Stored data entries:
▬▬▬▬▬▬
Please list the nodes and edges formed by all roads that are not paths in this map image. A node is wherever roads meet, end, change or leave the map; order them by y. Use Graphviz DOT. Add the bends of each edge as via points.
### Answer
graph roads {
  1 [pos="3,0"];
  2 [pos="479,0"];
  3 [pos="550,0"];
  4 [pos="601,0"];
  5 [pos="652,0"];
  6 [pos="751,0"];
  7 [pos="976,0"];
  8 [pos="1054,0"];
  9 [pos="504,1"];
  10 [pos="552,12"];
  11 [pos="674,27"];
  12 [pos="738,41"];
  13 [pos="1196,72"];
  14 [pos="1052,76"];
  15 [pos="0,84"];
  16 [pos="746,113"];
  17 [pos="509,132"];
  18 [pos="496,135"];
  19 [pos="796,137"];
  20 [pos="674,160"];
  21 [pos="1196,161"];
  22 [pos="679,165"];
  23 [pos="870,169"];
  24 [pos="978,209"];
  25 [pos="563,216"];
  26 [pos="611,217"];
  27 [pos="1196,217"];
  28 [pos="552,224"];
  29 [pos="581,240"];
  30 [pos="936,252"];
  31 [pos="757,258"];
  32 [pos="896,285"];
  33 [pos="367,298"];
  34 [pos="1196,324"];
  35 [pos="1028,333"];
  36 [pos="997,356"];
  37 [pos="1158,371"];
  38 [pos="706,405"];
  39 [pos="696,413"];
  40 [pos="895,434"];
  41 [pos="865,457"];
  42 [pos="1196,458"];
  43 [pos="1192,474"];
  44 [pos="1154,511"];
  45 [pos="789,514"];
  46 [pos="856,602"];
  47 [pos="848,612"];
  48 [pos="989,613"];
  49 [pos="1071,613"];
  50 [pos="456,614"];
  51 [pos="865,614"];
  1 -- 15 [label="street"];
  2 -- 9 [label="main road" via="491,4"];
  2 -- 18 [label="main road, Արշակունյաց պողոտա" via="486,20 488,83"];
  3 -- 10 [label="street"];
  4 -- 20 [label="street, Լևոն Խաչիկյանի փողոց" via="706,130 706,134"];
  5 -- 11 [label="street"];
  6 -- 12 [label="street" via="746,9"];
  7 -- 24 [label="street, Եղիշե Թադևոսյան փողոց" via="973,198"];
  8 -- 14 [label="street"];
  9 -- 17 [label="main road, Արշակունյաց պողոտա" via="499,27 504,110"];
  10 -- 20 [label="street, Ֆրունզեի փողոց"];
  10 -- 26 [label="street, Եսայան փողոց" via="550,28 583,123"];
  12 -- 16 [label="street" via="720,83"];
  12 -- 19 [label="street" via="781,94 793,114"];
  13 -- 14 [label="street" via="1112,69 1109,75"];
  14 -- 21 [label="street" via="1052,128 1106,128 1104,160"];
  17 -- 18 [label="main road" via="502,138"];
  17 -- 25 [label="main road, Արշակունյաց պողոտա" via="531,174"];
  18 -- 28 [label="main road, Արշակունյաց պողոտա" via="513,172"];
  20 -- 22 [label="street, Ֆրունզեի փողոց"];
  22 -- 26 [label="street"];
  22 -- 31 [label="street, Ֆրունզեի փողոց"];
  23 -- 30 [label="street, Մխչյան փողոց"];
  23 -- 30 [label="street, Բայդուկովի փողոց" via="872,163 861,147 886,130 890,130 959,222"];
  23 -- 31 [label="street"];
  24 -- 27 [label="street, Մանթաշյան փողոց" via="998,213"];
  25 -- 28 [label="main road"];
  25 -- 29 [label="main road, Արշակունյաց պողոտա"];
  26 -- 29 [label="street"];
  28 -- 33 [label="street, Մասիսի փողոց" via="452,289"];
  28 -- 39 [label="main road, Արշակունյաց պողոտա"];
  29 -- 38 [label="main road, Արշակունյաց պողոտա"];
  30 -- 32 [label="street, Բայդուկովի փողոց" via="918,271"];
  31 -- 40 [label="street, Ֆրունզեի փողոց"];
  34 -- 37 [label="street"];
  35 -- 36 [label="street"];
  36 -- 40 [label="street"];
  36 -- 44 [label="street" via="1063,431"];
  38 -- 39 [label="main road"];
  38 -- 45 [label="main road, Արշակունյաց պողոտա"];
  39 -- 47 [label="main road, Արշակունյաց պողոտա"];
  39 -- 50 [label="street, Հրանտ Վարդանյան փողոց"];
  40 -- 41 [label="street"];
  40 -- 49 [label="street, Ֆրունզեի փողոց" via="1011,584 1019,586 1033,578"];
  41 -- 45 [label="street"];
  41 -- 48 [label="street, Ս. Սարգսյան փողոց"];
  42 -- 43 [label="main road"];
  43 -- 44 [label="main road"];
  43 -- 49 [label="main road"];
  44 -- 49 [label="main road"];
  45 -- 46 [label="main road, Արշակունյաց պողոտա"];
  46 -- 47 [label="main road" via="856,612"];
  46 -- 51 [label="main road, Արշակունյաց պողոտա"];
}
▬▬▬▬▬▬
Exercise objective: Working through the records above, establish how many lines contain the string "պողոտա", and reply with the number by itself.

Exercise answer: 11